American public television documentary funder

ITVS (Independent Television Service) is a service in the United States which funds and presents documentaries on public television through distribution by PBS and American Public Television, new media projects on the Internet, and the weekly series Independent Lens on PBS. Aside from Independent Lens, ITVS funded and produced films for more than 40 television hours per year on the PBS series POV, Frontline, American Masters and American Experience. Some ITVS programs are produced along with organizations like Latino Public Broadcasting and KQED.

Besides Independent Lens, ITVS series include Indie Lens Storycast on YouTube and Women of the World with Women and Girls Lead Global. Prior series include Global Voices (on World) and FutureStates.

ITVS was funded by the Corporation for Public Broadcasting (CPB), and is based in San Francisco.

ITVS has funded more than 1,400 films, with an eye on diversity and underrepresented audiences and filmmakers. The organization champions inclusion on the screen and behind the camera: Nearly 70% of ITVS funds go to diverse producers, 50% to women.

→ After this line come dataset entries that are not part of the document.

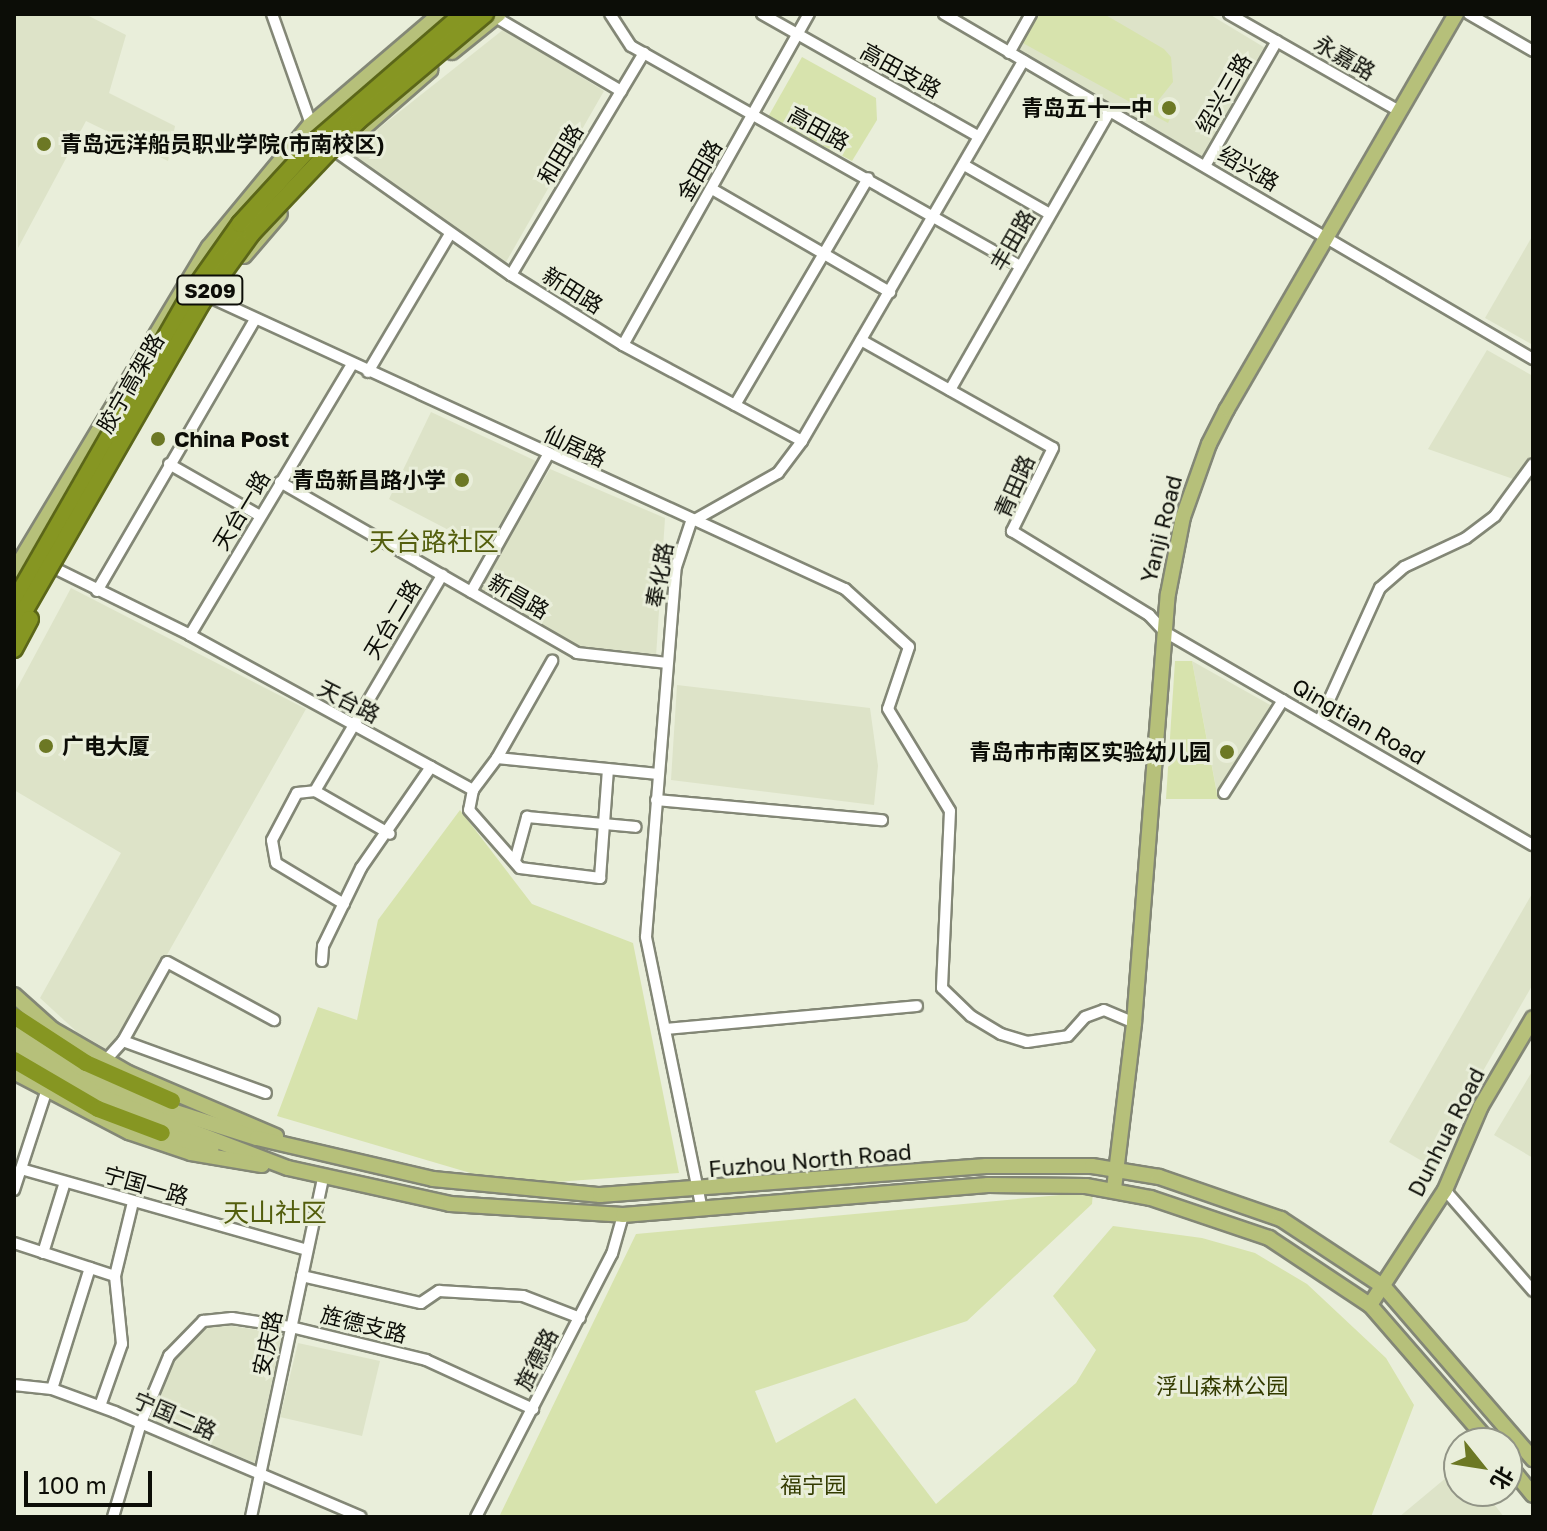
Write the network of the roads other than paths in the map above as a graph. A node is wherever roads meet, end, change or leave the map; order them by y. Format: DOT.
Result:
graph roads {
  1 [pos="440,14"];
  2 [pos="463,14"];
  3 [pos="610,14"];
  4 [pos="762,14"];
  5 [pos="809,14"];
  6 [pos="944,14"];
  7 [pos="1031,14"];
  8 [pos="1229,14"];
  9 [pos="1456,14"];
  10 [pos="1469,14"];
  11 [pos="269,15"];
  12 [pos="492,15"];
  13 [pos="797,35"];
  14 [pos="1277,41"];
  15 [pos="1533,51"];
  16 [pos="644,53"];
  17 [pos="1009,53"];
  18 [pos="1023,61"];
  19 [pos="621,91"];
  20 [pos="1110,111"];
  21 [pos="1399,111"];
  22 [pos="754,115"];
  23 [pos="310,125"];
  24 [pos="979,137"];
  25 [pos="334,154"];
  26 [pos="964,165"];
  27 [pos="1205,166"];
  28 [pos="868,178"];
  29 [pos="712,189"];
  30 [pos="1050,214"];
  31 [pos="935,216"];
  32 [pos="450,234"];
  33 [pos="1325,236"];
  34 [pos="823,253"];
  35 [pos="1020,266"];
  36 [pos="511,275"];
  37 [pos="185,284"];
  38 [pos="890,292"];
  39 [pos="212,299"];
  40 [pos="254,321"];
  41 [pos="861,340"];
  42 [pos="623,345"];
  43 [pos="1533,359"];
  44 [pos="352,364"];
  45 [pos="368,372"];
  46 [pos="950,390"];
  47 [pos="735,405"];
  48 [pos="802,441"];
  49 [pos="548,455"];
  50 [pos="169,464"];
  51 [pos="1533,464"];
  52 [pos="280,482"];
  53 [pos="260,516"];
  54 [pos="691,522"];
  55 [pos="26,555"];
  56 [pos="56,560"];
  57 [pos="14,571"];
  58 [pos="442,575"];
  59 [pos="14,579"];
  60 [pos="97,591"];
  61 [pos="471,592"];
  62 [pos="14,602"];
  63 [pos="14,629"];
  64 [pos="1165,632"];
  65 [pos="190,635"];
  66 [pos="14,636"];
  67 [pos="14,649"];
  68 [pos="552,661"];
  69 [pos="667,663"];
  70 [pos="1283,700"];
  71 [pos="1320,720"];
  72 [pos="351,724"];
  73 [pos="497,758"];
  74 [pos="431,767"];
  75 [pos="608,769"];
  76 [pos="658,774"];
  77 [pos="473,790"];
  78 [pos="315,791"];
  79 [pos="1224,793"];
  80 [pos="656,800"];
  81 [pos="882,820"];
  82 [pos="604,823"];
  83 [pos="636,827"];
  84 [pos="390,834"];
  85 [pos="1533,845"];
  86 [pos="515,861"];
  87 [pos="344,904"];
  88 [pos="322,961"];
  89 [pos="14,995"];
  90 [pos="917,1006"];
  91 [pos="14,1016"];
  92 [pos="1533,1018"];
  93 [pos="274,1020"];
  94 [pos="1134,1023"];
  95 [pos="22,1029"];
  96 [pos="665,1029"];
  97 [pos="123,1041"];
  98 [pos="14,1043"];
  99 [pos="14,1060"];
  100 [pos="105,1061"];
  101 [pos="14,1072"];
  102 [pos="46,1092"];
  103 [pos="266,1093"];
  104 [pos="172,1101"];
  105 [pos="265,1131"];
  106 [pos="162,1133"];
  107 [pos="301,1146"];
  108 [pos="249,1163"];
  109 [pos="288,1168"];
  110 [pos="1118,1168"];
  111 [pos="21,1169"];
  112 [pos="323,1177"];
  113 [pos="65,1182"];
  114 [pos="1114,1189"];
  115 [pos="14,1190"];
  116 [pos="1445,1190"];
  117 [pos="700,1191"];
  118 [pos="133,1202"];
  119 [pos="702,1210"];
  120 [pos="623,1215"];
  121 [pos="14,1243"];
  122 [pos="307,1250"];
  123 [pos="43,1253"];
  124 [pos="90,1268"];
  125 [pos="115,1276"];
  126 [pos="302,1276"];
  127 [pos="1384,1287"];
  128 [pos="1533,1291"];
  129 [pos="1370,1305"];
  130 [pos="580,1318"];
  131 [pos="291,1327"];
  132 [pos="14,1385"];
  133 [pos="52,1389"];
  134 [pos="100,1406"];
  135 [pos="533,1409"];
  136 [pos="141,1423"];
  137 [pos="1476,1427"];
  138 [pos="1533,1459"];
  139 [pos="260,1472"];
  140 [pos="113,1517"];
  141 [pos="251,1517"];
  142 [pos="361,1517"];
  143 [pos="476,1517"];
  1 -- 23 [label="main road"];
  2 -- 62 [label="highway, 胶宁高架路 / S209, bridge"];
  3 -- 16 [label="street, 高田路"];
  4 -- 13 [label="street, 高田支路"];
  5 -- 13 [label="street, 金田路"];
  6 -- 17 [label="street, 绍兴路"];
  7 -- 17 [label="street"];
  8 -- 14 [label="street, 永嘉路"];
  9 -- 21 [label="main road, Yanji Road"];
  10 -- 15 [label="street"];
  11 -- 23 [label="street, 新田路"];
  12 -- 19 [label="street"];
  12 -- 25 [label="main road"];
  12 -- 56 [label="highway, 胶宁高架路 / S209, bridge"];
  13 -- 22 [label="street, 金田路"];
  13 -- 24 [label="street, 高田支路"];
  14 -- 21 [label="street, 永嘉路"];
  14 -- 27 [label="street, 绍兴三路"];
  16 -- 19 [label="street, 和田路"];
  16 -- 22 [label="street, 高田路"];
  17 -- 18 [label="street, 绍兴路"];
  18 -- 20 [label="street, 绍兴路"];
  18 -- 24 [label="street, 奉化路"];
  19 -- 36 [label="street, 和田路"];
  20 -- 27 [label="street, 绍兴路"];
  20 -- 30 [label="street, 丰田路"];
  21 -- 33 [label="main road, Yanji Road"];
  22 -- 28 [label="street, 高田路"];
  22 -- 29 [label="street, 金田路"];
  23 -- 25 [label="street, 新田路"];
  23 -- 37 [label="main road"];
  24 -- 26 [label="street, 奉化路"];
  25 -- 32 [label="street, 新田路"];
  25 -- 39 [label="main road"];
  26 -- 30 [label="street"];
  26 -- 31 [label="street, 奉化路"];
  27 -- 33 [label="street, 绍兴路"];
  28 -- 31 [label="street, 高田路"];
  28 -- 34 [label="street"];
  29 -- 34 [label="street"];
  29 -- 42 [label="street, 金田路"];
  30 -- 35 [label="street, 丰田路"];
  31 -- 35 [label="street, 高田路"];
  31 -- 38 [label="street, 奉化路"];
  32 -- 36 [label="street, 新田路"];
  32 -- 45 [label="street"];
  33 -- 43 [label="street, 绍兴路"];
  33 -- 64 [label="main road, Yanji Road"];
  34 -- 38 [label="street"];
  34 -- 47 [label="street"];
  35 -- 46 [label="street, 丰田路"];
  36 -- 42 [label="street, 新田路"];
  37 -- 39 [label="street, 仙居路"];
  37 -- 55 [label="main road"];
  38 -- 41 [label="street, 奉化路"];
  39 -- 40 [label="street, 仙居路"];
  39 -- 56 [label="main road"];
  40 -- 44 [label="street, 仙居路"];
  40 -- 50 [label="street"];
  41 -- 46 [label="street, 青田路"];
  41 -- 48 [label="street, 奉化路"];
  42 -- 47 [label="street, 新田路"];
  44 -- 45 [label="street, 仙居路"];
  44 -- 52 [label="street, 天台一路"];
  45 -- 49 [label="street, 仙居路"];
  46 -- 64 [label="street, 青田路"];
  47 -- 48 [label="street, 新田路"];
  48 -- 54 [label="street, 奉化路"];
  49 -- 54 [label="street, 仙居路"];
  49 -- 61 [label="street"];
  50 -- 53 [label="street"];
  50 -- 60 [label="street"];
  51 -- 71 [label="street"];
  52 -- 53 [label="street, 天台一路"];
  52 -- 58 [label="street, 新昌路"];
  53 -- 65 [label="street, 天台一路"];
  54 -- 69 [label="street, 奉化路"];
  54 -- 94 [label="street, 仙居路"];
  55 -- 56 [label="street, 天台路"];
  55 -- 57 [label="main road"];
  55 -- 59 [label="main road"];
  56 -- 60 [label="street, 天台路"];
  56 -- 63 [label="highway, 胶宁高架路 / S209, bridge"];
  56 -- 66 [label="main road"];
  56 -- 67 [label="highway, bridge"];
  58 -- 61 [label="street, 新昌路"];
  58 -- 72 [label="street, 天台二路"];
  60 -- 65 [label="street, 天台路"];
  61 -- 69 [label="street, 新昌路"];
  64 -- 70 [label="street, Qingtian Road"];
  64 -- 94 [label="main road, Yanji Road"];
  65 -- 72 [label="street, 天台路"];
  68 -- 73 [label="street"];
  69 -- 76 [label="street, 奉化路"];
  70 -- 71 [label="street, Qingtian Road"];
  70 -- 79 [label="street"];
  71 -- 85 [label="street, Qingtian Road"];
  72 -- 74 [label="street, 天台路"];
  72 -- 78 [label="street, 天台二路"];
  73 -- 75 [label="street"];
  73 -- 77 [label="street"];
  74 -- 77 [label="street, 天台路"];
  74 -- 84 [label="street"];
  75 -- 76 [label="street"];
  75 -- 82 [label="street"];
  76 -- 80 [label="street, 奉化路"];
  77 -- 86 [label="street"];
  78 -- 84 [label="street"];
  78 -- 87 [label="street"];
  80 -- 81 [label="street"];
  80 -- 96 [label="street, 奉化路"];
  82 -- 83 [label="street"];
  82 -- 86 [label="street"];
  82 -- 86 [label="street"];
  84 -- 87 [label="street"];
  87 -- 88 [label="street"];
  89 -- 100 [label="main road"];
  90 -- 96 [label="street"];
  91 -- 95 [label="highway"];
  92 -- 116 [label="main road, Dunhua Road"];
  93 -- 97 [label="street"];
  94 -- 110 [label="main road, Yanji Road"];
  95 -- 104 [label="highway"];
  95 -- 107 [label="main road, Fuzhou North Road"];
  96 -- 117 [label="street, 奉化路"];
  97 -- 100 [label="street"];
  97 -- 103 [label="street"];
  98 -- 109 [label="main road, Fuzhou North Road"];
  99 -- 106 [label="highway"];
  100 -- 105 [label="main road"];
  101 -- 102 [label="main road"];
  102 -- 108 [label="main road"];
  102 -- 111 [label="street"];
  104 -- 105 [label="main road"];
  105 -- 107 [label="main road"];
  106 -- 108 [label="main road"];
  107 -- 117 [label="main road, Fuzhou North Road"];
  108 -- 109 [label="main road"];
  109 -- 112 [label="main road, Fuzhou North Road"];
  110 -- 114 [label="main road, Yanji Road"];
  110 -- 117 [label="main road, Fuzhou North Road"];
  110 -- 127 [label="main road, Fuzhou North Road"];
  111 -- 113 [label="street, 宁国一路"];
  111 -- 115 [label="street"];
  112 -- 120 [label="main road, Fuzhou North Road"];
  112 -- 122 [label="street, 安庆路"];
  113 -- 118 [label="street, 宁国一路"];
  113 -- 123 [label="street"];
  114 -- 119 [label="main road, Fuzhou North Road"];
  114 -- 129 [label="main road, Fuzhou North Road"];
  116 -- 127 [label="main road, Dunhua Road"];
  116 -- 128 [label="street"];
  117 -- 119 [label="street, 奉化路"];
  118 -- 122 [label="street, 宁国一路"];
  118 -- 125 [label="street"];
  119 -- 120 [label="main road, Fuzhou North Road"];
  120 -- 130 [label="street, 旌德路"];
  121 -- 123 [label="street"];
  122 -- 126 [label="street, 安庆路"];
  123 -- 124 [label="street"];
  124 -- 125 [label="street"];
  124 -- 133 [label="street"];
  125 -- 134 [label="street"];
  126 -- 130 [label="street"];
  126 -- 131 [label="street, 安庆路"];
  127 -- 129 [label="main road, Dunhua Road"];
  127 -- 138 [label="main road, Fuzhou North Road"];
  129 -- 137 [label="main road, Fuzhou North Road"];
  130 -- 135 [label="street, 旌德路"];
  131 -- 135 [label="street, 旌德支路"];
  131 -- 136 [label="street, 旌德支路"];
  131 -- 139 [label="street, 安庆路"];
  132 -- 133 [label="street, 宁国二路"];
  133 -- 134 [label="street, 宁国二路"];
  134 -- 136 [label="street, 宁国二路"];
  135 -- 143 [label="street, 旌德路"];
  136 -- 139 [label="street, 宁国二路"];
  136 -- 140 [label="street, 旌德支路"];
  139 -- 141 [label="street, 安庆路"];
  139 -- 142 [label="street, 宁国二路"];
}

In 2024, ITVS, in partnership with American University, NORC at the University of Chicago, and Columbia University, released a ground-breaking study entitled Ethical Responsibility and Impact in Documentary Filmmaking.

==History==

ITVS was established through legislation by the United States Congress in 1988, "to expand the diversity and innovativeness of programming available to public broadcasting," and began funding new programming via production licensing agreements in 1990. From 2005 to 2010, it expanded its reach through the creation of the Global Perspectives Project, which facilitated the international exchange of documentary films made by independent producers. In 2017, ITVS was named the recipient of a Peabody Institutional Award for its contributions to storytelling in television; the Peabody board of jurors cited "an accomplished range of work as rich as any broadcaster or funder," and in the same year the organization learned it was to receive the 2017 Emmy Governors Award chosen by the Television Academy Board of Governors, awarded during the Creative Arts Emmy Awards ceremony on Saturday, September 9, 2017.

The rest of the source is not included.